From: Andrea Arcangeli <aarcange@redhat.com>
To: Paolo Bonzini <pbonzini@redhat.com>
Cc: Eduardo Habkost <ehabkost@redhat.com>,
Marcel Apfelbaum <marcel@redhat.com>,
"Michael S. Tsirkin" <mst@redhat.com>,
"Dr. David Alan Gilbert" <dgilbert@redhat.com>,
qemu-devel@nongnu.org
Subject: Re: [Qemu-devel] Default for phys-addr-bits? (was Re: [PATCH 4/5] x86: Allow physical address bits to be set)
Date: Wed, 22 Jun 2016 17:02:00 +0200 [thread overview]
Message-ID: <20160622150200.GM30202@redhat.com> (raw)
In-Reply-To: <21a5ea2e-e83b-a874-8992-9e5bde710840@redhat.com>
On Wed, Jun 22, 2016 at 04:48:50PM +0200, Paolo Bonzini wrote:
> KVM encodes other information in the sPTE when it sets the reserved bit
> (a generation count). Instead of using all bits up to 51, KVM could
> well use bit MAXPHYADDR+1 as a marker and add bits MAXPHYADDR+2...51 to
> the generation count.
It could but it doesn't, doesn't it?
> You cannot really rely on what the guest does, no matter how crazy it seems.

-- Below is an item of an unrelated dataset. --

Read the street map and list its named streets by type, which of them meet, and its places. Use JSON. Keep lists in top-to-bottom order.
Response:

I agree, but then to support such guest with full safety, we should
disable live migration if host phys bits change, which we clearly
aren't doing (at least by default), nor planning to do as it's way too
restrictive and it'd be a nuisance for a purely theoretical issue.

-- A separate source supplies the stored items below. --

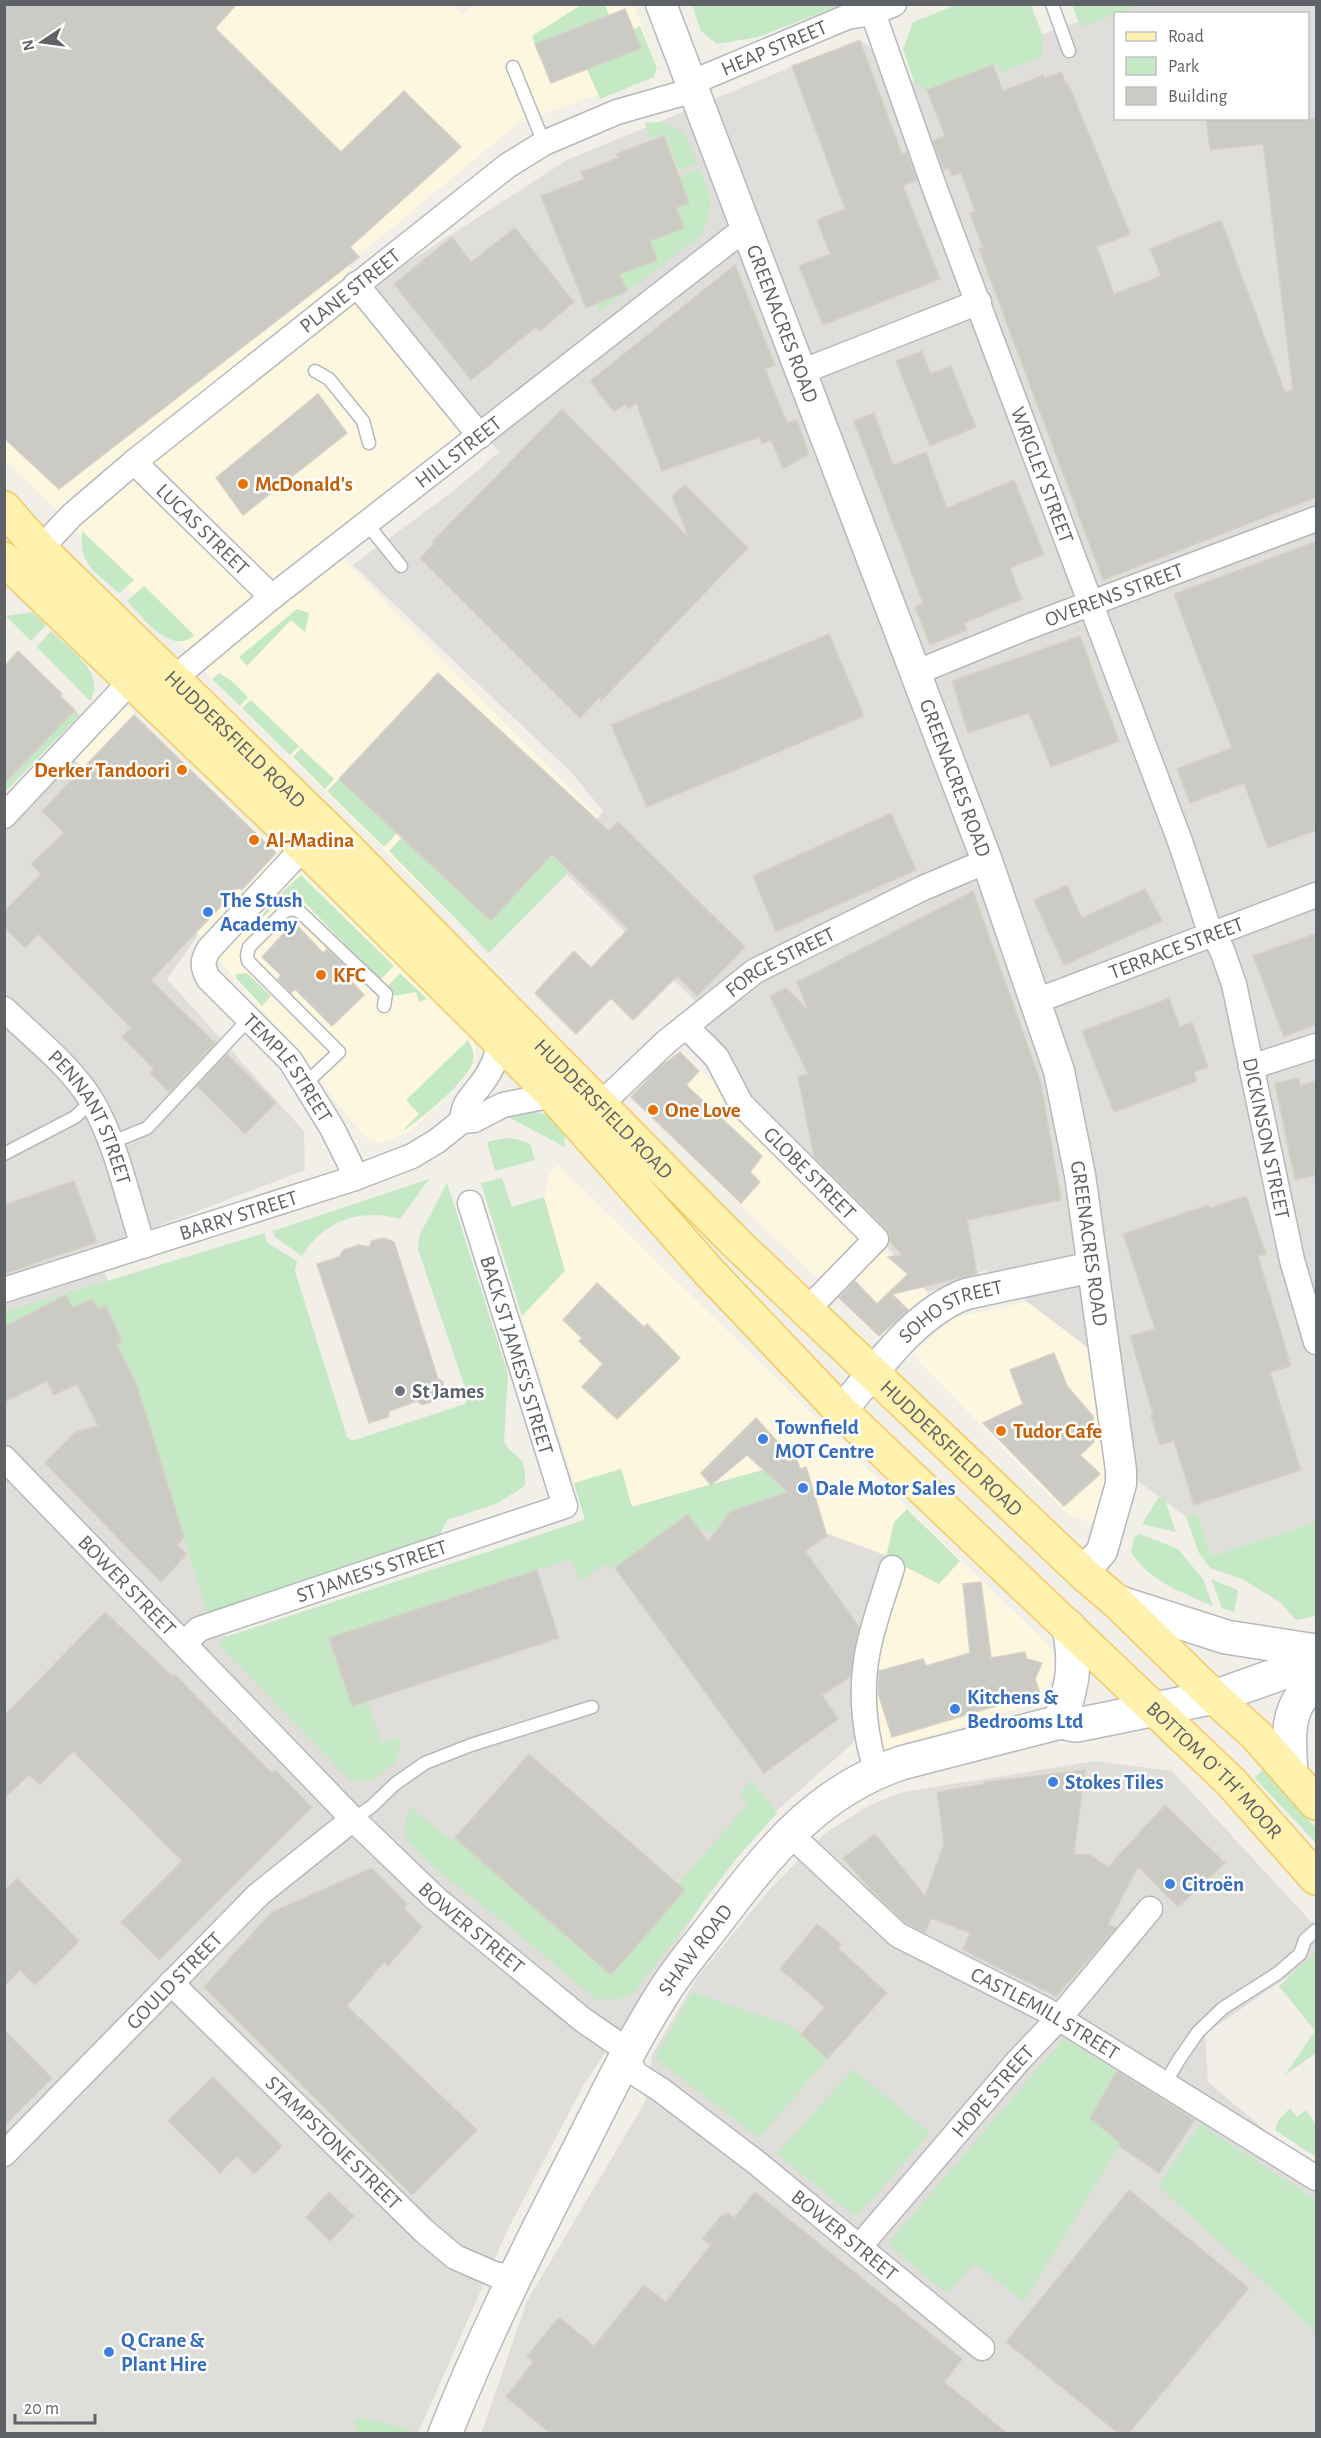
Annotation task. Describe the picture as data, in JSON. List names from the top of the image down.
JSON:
{
  "streets": {
    "main road": ["HUDDERSFIELD ROAD", "BOTTOM O' TH' MOOR", "SHAW ROAD"],
    "street": [
      "HEAP STREET",
      "PLANE STREET",
      "GREENACRES ROAD",
      "HILL STREET",
      "WRIGLEY STREET",
      "LUCAS STREET",
      "OVERENS STREET",
      "TERRACE STREET",
      "FORGE STREET",
      "TEMPLE STREET",
      "PENNANT STREET",
      "DICKINSON STREET",
      "GLOBE STREET",
      "BARRY STREET",
      "SOHO STREET",
      "BACK ST JAMES'S STREET",
      "ST JAMES'S STREET",
      "BOWER STREET",
      "GOULD STREET",
      "CASTLEMILL STREET",
      "HOPE STREET",
      "STAMPSTONE STREET"
    ]
  },
  "crossings": [
    ["HEAP STREET", "PLANE STREET"],
    ["HEAP STREET", "GREENACRES ROAD"],
    ["HEAP STREET", "WRIGLEY STREET"],
    ["PLANE STREET", "GREENACRES ROAD"],
    ["PLANE STREET", "LUCAS STREET"],
    ["PLANE STREET", "HUDDERSFIELD ROAD"],
    ["GREENACRES ROAD", "HILL STREET"],
    ["GREENACRES ROAD", "OVERENS STREET"],
    ["GREENACRES ROAD", "HUDDERSFIELD ROAD"],
    ["GREENACRES ROAD", "TERRACE STREET"],
    ["GREENACRES ROAD", "FORGE STREET"],
    ["GREENACRES ROAD", "SOHO STREET"],
    ["HILL STREET", "LUCAS STREET"],
    ["HILL STREET", "HUDDERSFIELD ROAD"],
    ["WRIGLEY STREET", "OVERENS STREET"],
    ["WRIGLEY STREET", "TERRACE STREET"],
    ["WRIGLEY STREET", "DICKINSON STREET"],
    ["HUDDERSFIELD ROAD", "FORGE STREET"],
    ["HUDDERSFIELD ROAD", "TEMPLE STREET"],
    ["HUDDERSFIELD ROAD", "GLOBE STREET"],
    ["HUDDERSFIELD ROAD", "BARRY STREET"],
    ["HUDDERSFIELD ROAD", "SOHO STREET"],
    ["HUDDERSFIELD ROAD", "BOTTOM O' TH' MOOR"],
    ["HUDDERSFIELD ROAD", "SHAW ROAD"],
    ["TERRACE STREET", "DICKINSON STREET"],
    ["FORGE STREET", "GLOBE STREET"],
    ["TEMPLE STREET", "BARRY STREET"],
    ["PENNANT STREET", "BARRY STREET"],
    ["BACK ST JAMES'S STREET", "ST JAMES'S STREET"],
    ["ST JAMES'S STREET", "BOWER STREET"],
    ["BOWER STREET", "SHAW ROAD"],
    ["BOWER STREET", "GOULD STREET"],
    ["BOWER STREET", "HOPE STREET"],
    ["BOTTOM O' TH' MOOR", "SHAW ROAD"],
    ["SHAW ROAD", "CASTLEMILL STREET"],
    ["SHAW ROAD", "STAMPSTONE STREET"],
    ["GOULD STREET", "STAMPSTONE STREET"],
    ["CASTLEMILL STREET", "HOPE STREET"]
  ],
  "places": [
    "McDonald's",
    "Derker Tandoori",
    "Al-Madina",
    "The Stush Academy",
    "KFC",
    "One Love",
    "St James",
    "Tudor Cafe",
    "Townfield MOT Centre",
    "Dale Motor Sales",
    "Kitchens & Bedrooms Ltd",
    "Stokes Tiles",
    "Citroën",
    "Q Crane & Plant Hire"
  ],
  "legend": ["Road", "Park", "Building"],
  "scale_bar": "20 m",
  "north": "left"
}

Considering the unfixable issues there are in live migration if a
guest uses the phys bits to calculate the first must be zero bit in
the pagetables, I don't think any OS will start to do that, nor
KVM in nested virt.
host phys bits < "soft" guest phys bits is more material issue the
guest cannot prevent in software, it already broke the mtrr in fact
(which thankfully can be fixed in the emulation layer with David's
patch).
This is why I think a "soft" guest phys bits would provide a peace of
mind for a 100% reliable live migration in the future.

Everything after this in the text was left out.